Thrombomodulin isolated from rabbit lung was separated by ion-exchange chromatography on DEAE-cellulose into a retarded (acidic) and a nontreated (nonacidic) fraction. Both fractions contained the cofactor required for the activation of protein C. In addition, the acidic fraction (but not the nonacidic fraction) prevented the clotting of fibrinogen by thrombin ("direct" anticoagulant activity) and accelerated the inhibition of thrombin by antithrombin (effect corresponding to 2-10 international units of heparin per mg of protein). Both of these activities were readily neutralized by the synthetic polycation Polybrene, which did not appreciably affect protein C activation. They were also eliminated by digestion of thrombomodulin with bacterial heparinase, which, in addition, converted the acidic form of the protein C activation cofactor to a nonacidic form.
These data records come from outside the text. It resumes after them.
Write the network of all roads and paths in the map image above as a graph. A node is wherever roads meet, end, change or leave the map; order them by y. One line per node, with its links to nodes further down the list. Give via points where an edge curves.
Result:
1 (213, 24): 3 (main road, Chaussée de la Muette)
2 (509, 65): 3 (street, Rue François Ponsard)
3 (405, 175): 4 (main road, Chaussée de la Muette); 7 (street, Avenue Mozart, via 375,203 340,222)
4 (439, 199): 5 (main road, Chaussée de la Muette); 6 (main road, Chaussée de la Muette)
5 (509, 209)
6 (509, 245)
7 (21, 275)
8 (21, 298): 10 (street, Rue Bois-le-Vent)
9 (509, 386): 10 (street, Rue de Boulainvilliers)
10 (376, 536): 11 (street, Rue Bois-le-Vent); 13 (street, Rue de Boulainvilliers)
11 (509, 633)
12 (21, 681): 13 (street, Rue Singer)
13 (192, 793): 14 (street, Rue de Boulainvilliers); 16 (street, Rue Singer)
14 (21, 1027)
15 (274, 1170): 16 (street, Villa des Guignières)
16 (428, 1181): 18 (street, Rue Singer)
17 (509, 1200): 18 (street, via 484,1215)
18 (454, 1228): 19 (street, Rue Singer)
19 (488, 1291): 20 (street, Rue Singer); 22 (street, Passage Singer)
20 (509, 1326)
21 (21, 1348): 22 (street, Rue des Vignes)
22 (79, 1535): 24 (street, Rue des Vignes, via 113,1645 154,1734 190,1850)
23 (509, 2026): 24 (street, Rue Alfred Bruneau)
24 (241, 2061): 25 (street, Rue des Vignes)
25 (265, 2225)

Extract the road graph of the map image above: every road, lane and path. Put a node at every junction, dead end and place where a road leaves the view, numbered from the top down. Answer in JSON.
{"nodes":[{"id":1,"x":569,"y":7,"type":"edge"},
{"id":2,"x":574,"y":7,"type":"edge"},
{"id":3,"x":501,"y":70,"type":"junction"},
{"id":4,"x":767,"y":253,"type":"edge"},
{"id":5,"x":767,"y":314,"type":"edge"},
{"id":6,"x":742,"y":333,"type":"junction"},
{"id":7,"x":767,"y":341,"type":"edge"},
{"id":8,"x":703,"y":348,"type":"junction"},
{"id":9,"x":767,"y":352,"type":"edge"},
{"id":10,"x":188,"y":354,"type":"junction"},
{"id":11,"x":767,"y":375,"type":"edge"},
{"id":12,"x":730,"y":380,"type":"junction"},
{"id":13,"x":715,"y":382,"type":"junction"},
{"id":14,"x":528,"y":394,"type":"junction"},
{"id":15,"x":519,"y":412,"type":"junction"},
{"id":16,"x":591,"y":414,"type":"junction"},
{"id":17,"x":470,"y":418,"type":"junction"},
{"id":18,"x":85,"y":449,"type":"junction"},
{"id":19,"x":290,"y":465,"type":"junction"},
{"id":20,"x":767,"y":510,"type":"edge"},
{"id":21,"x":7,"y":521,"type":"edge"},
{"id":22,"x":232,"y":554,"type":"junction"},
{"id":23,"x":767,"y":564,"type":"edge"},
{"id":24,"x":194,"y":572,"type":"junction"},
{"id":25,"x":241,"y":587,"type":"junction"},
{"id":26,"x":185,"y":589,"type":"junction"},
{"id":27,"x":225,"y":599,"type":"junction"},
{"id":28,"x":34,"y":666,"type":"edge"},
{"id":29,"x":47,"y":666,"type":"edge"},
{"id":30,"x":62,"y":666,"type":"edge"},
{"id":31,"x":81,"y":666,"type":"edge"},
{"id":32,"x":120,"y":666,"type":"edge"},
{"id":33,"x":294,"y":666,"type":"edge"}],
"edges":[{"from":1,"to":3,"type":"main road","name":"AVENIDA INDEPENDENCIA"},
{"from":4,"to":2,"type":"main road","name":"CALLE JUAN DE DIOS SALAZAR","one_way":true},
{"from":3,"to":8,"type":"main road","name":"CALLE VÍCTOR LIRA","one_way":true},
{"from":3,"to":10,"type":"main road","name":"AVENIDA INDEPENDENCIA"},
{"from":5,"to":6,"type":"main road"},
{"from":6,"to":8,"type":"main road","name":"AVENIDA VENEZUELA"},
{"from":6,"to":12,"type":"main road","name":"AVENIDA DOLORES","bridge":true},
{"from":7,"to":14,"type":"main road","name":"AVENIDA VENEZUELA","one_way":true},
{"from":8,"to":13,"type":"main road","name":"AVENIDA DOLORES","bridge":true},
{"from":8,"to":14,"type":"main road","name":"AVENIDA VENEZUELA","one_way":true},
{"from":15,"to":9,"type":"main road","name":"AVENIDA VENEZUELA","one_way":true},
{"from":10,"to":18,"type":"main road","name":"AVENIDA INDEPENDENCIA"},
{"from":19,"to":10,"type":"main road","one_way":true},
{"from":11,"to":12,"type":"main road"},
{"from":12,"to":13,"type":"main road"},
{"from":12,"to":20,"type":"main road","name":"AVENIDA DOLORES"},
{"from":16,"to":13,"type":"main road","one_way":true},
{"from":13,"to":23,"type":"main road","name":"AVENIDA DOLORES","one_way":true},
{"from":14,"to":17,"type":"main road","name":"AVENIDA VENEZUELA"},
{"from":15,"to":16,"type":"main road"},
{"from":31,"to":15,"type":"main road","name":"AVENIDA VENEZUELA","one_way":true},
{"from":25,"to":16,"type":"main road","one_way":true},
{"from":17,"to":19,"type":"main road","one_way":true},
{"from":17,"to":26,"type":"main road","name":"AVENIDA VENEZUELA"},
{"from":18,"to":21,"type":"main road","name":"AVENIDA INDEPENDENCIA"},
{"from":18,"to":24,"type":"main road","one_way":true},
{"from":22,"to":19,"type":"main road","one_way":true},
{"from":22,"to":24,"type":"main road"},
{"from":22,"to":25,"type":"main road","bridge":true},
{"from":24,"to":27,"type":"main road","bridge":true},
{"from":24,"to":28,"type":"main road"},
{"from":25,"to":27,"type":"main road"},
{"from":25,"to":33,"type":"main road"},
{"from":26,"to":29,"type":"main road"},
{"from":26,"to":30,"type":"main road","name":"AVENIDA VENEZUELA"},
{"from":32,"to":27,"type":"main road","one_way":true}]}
Similar conversion observed during storage of thrombomodulin was attributed to endogenous proteinase activity. Density-gradient centrifugation of the acidic form of thrombomodulin in CsCl/4M guanidinium chloride failed to separate either of the direct or antithrombin-dependent anticoagulant activities from the protein C activation cofactor, which showed a buoyant density of 1.31-1.34 g/ml. The nonacidic cofactor had a lower density, 1.26-1.28 g/ml. Unreduced thrombomodulin yielded two major fractions of protein C activation cofactor on NaDodSO4/PAGE, with apparent Mr of approximately 68,000 and 57,000, respectively. The larger component contained essentially all of the direct and antithrombin-dependent anticoagulant activities. We propose that these activities as well as the negative charge and the higher buoyant density of the acidic, Mr 68,000 form of thrombomodulin are due to a heparin-like polysaccharide and, further, that this component can be separated from the major portion of the molecule, which contains the protein C activation site, through the action of a proteinase.